In response to your edits, yes, I do mostly agree with BR.
The place I disagree is the section where you say I am ‘just making shit up’. I am asking a question: Is inequality in itself the problem?
A story going around today is that the 1% wealthiest in the world will control over 50% of the assets by next year. This blog (and media in general) often talk about inequality as if it is ‘evil’ or ‘wrong’ in connotation, but I think this framing is detrimental to human progress.

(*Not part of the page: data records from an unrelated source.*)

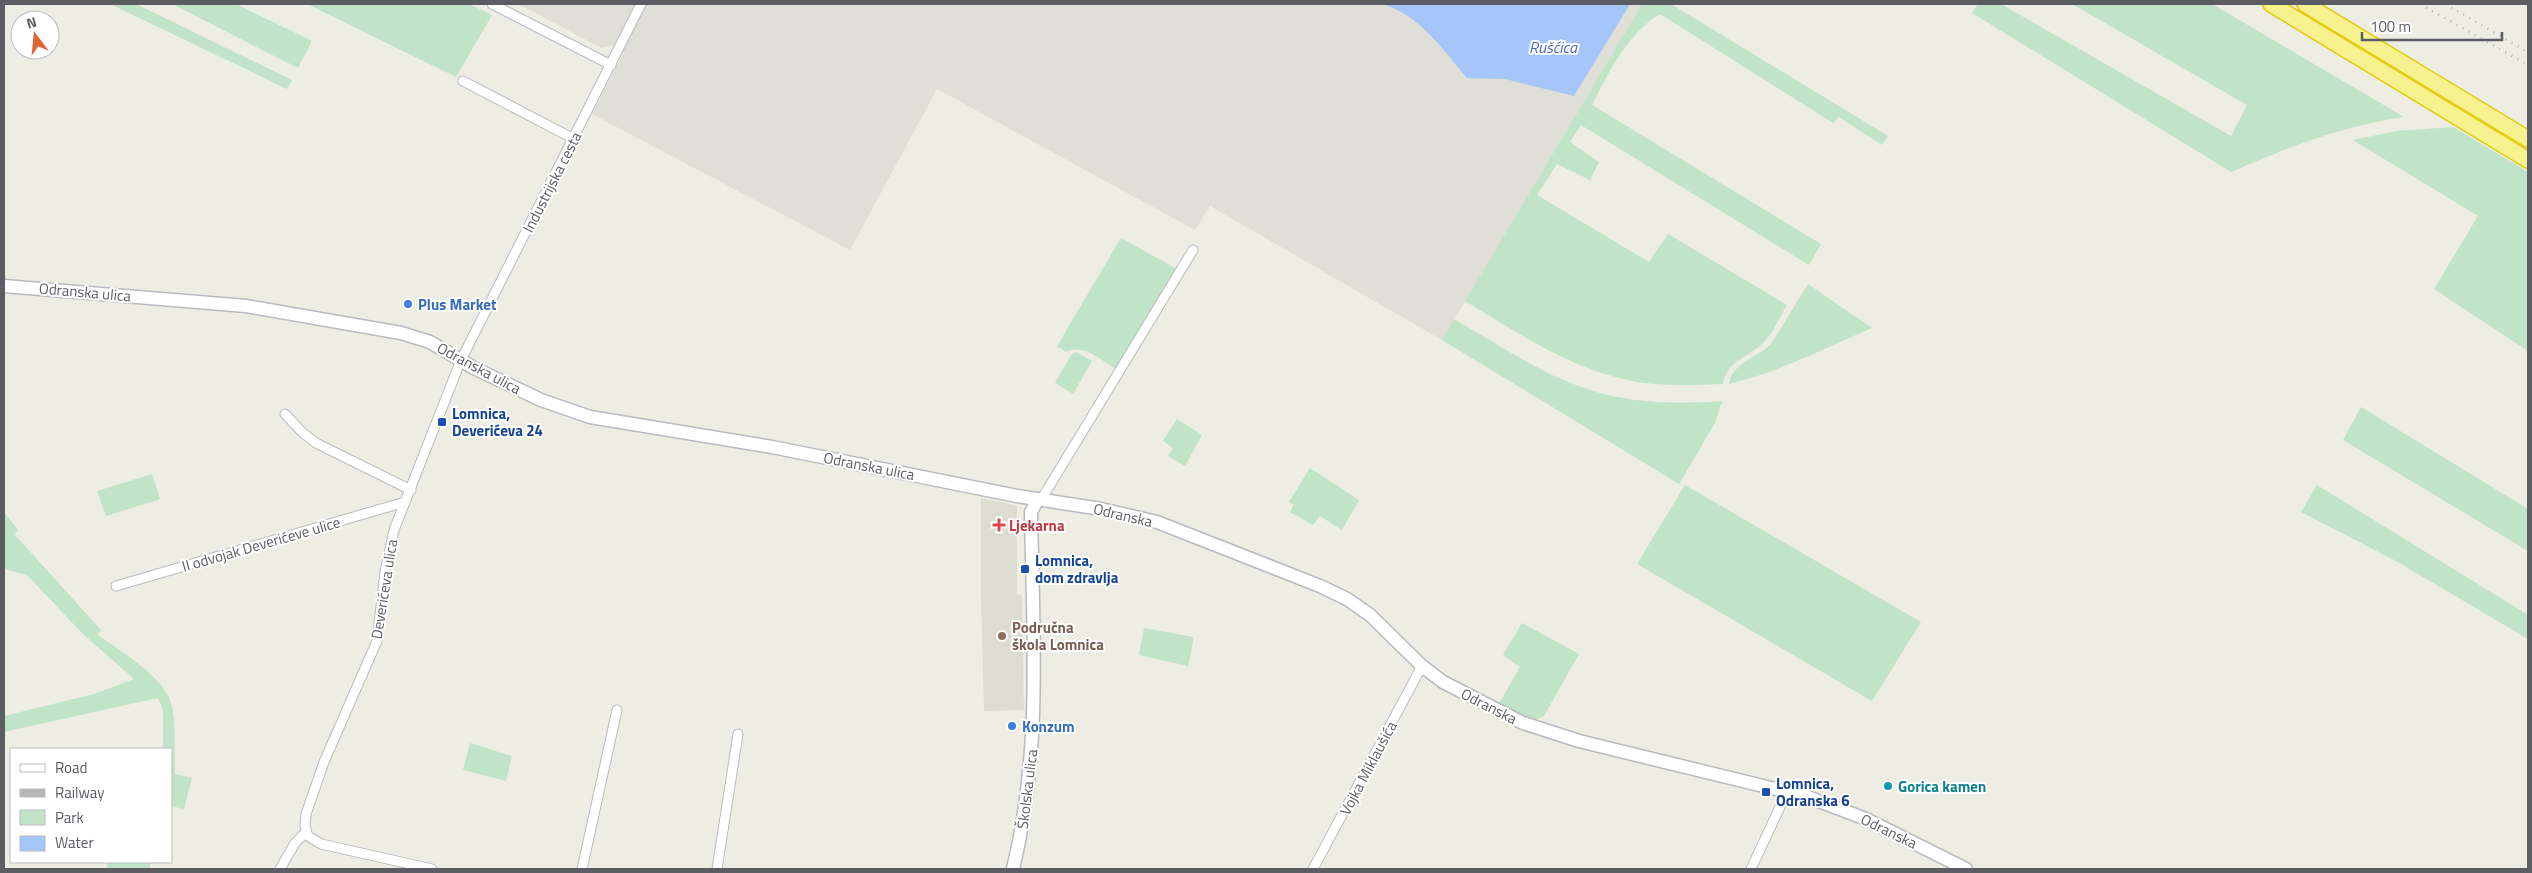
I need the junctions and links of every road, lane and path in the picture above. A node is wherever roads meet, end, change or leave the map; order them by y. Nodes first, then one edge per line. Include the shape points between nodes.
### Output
1 (492, 4) edge
2 (641, 4) edge
3 (2271, 4) edge
4 (2305, 4) edge
5 (611, 65) junction
6 (463, 81) dead end
7 (2528, 139) edge
8 (574, 140) junction
9 (2528, 160) edge
10 (1193, 250) dead end
11 (4, 286) edge
12 (461, 360) junction
13 (285, 414) dead end
14 (411, 490) junction
15 (1040, 499) junction
16 (405, 502) junction
17 (116, 586) dead end
18 (1422, 666) junction
19 (618, 710) dead end
20 (738, 734) dead end
21 (1787, 792) junction
22 (306, 832) junction
23 (280, 869) edge
24 (432, 869) edge
25 (582, 869) edge
26 (717, 869) edge
27 (1013, 869) edge
28 (1313, 869) edge
29 (1751, 869) edge
30 (1966, 869) edge

1 - 5 street
2 - 5 street, Industrijska cesta
3 - 9 highway
4 - 7 highway
5 - 8 street, Industrijska cesta
6 - 8 street
8 - 12 street, Industrijska cesta
10 - 15 street
11 - 12 street, Odranska ulica via 184,300 296,313 412,336
12 - 14 street, Deverićeva ulica
12 - 15 street, Odranska ulica via 541,400 606,421 782,449
13 - 14 street via 316,443
14 - 16 street, Deverićeva ulica
15 - 18 street, Odranska via 1101,508 1157,522 1320,586 1370,615
15 - 27 street, Školska ulica via 1031,512 1033,749 1027,804
16 - 17 street, II odvojak Deverićeve ulice
16 - 22 street, Deverićeva ulica via 389,549 377,641 312,792 304,820
18 - 21 street, Odranska via 1468,696 1537,728
18 - 28 street, Vojka Miklaušića
19 - 25 street
20 - 26 street
21 - 29 street
21 - 30 street, Odranska via 1853,813
22 - 23 street via 294,844
22 - 24 street via 316,842 327,846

The real problem, the central problem of economics, is what resource-holders do with their resources. If the 1% did things that benefit the other 99%, one can imagine a world where power and liberty were widely available despite most assets being in control of a smallish set of wonky technocrats. A fundamental problem in the world today is that the wealthy waste their resources and pursue strategies that leave everyone worse off, often including themselves. Constantly attacking inequality protects these deeper structural issues by derailing more nuanced approaches.
I understand that the ‘Us vs Them’ set up offered by inequality plays very well in most places, because it makes a clear distinction. I just hope that the thinkers who read intelligent pieces like this realize that inequality in wealth is something of a red herring in terms of the problems humanity faces today. It is a generalization of a number of real problems that would be better addressed head on like classism, nepotism, racism, and sexism for starters.
The Dark Ages stuff is just an annoyance of mine and I don’t want to spend more time on it, since it distracts from my main point. It’s the go to ‘anti-progress’ period in most educated Western minds, but that period shaped our current Western institutions even more than the Classical period and humanity is not Europe.
So no one addressed the disparity in hours of bone numbing work that a poor person must endure or even a two earner middle class family in order to secure the luxury of Louis XIV compared to the toil the king endured for the same.
‘We all start out ignorant, it takes “effort” to remain that stupid.’ Paraphrasing Ben Franklin.
Among the worst humbug factories expending a lot of “effort”; printed in the bleakest agitprop rag.
In that air coditioned hovel is most likley food insecurity, no access to health, no educational future, and the best chance to be Horatio Alger is through a buying a megamillions ticket.
If the hovel has a degreed techie, the job creators are using humbug factory wirters to make up job descriptions that can only be filled by an H1B at twice the salary.
Thank you for weeding out most of the blither!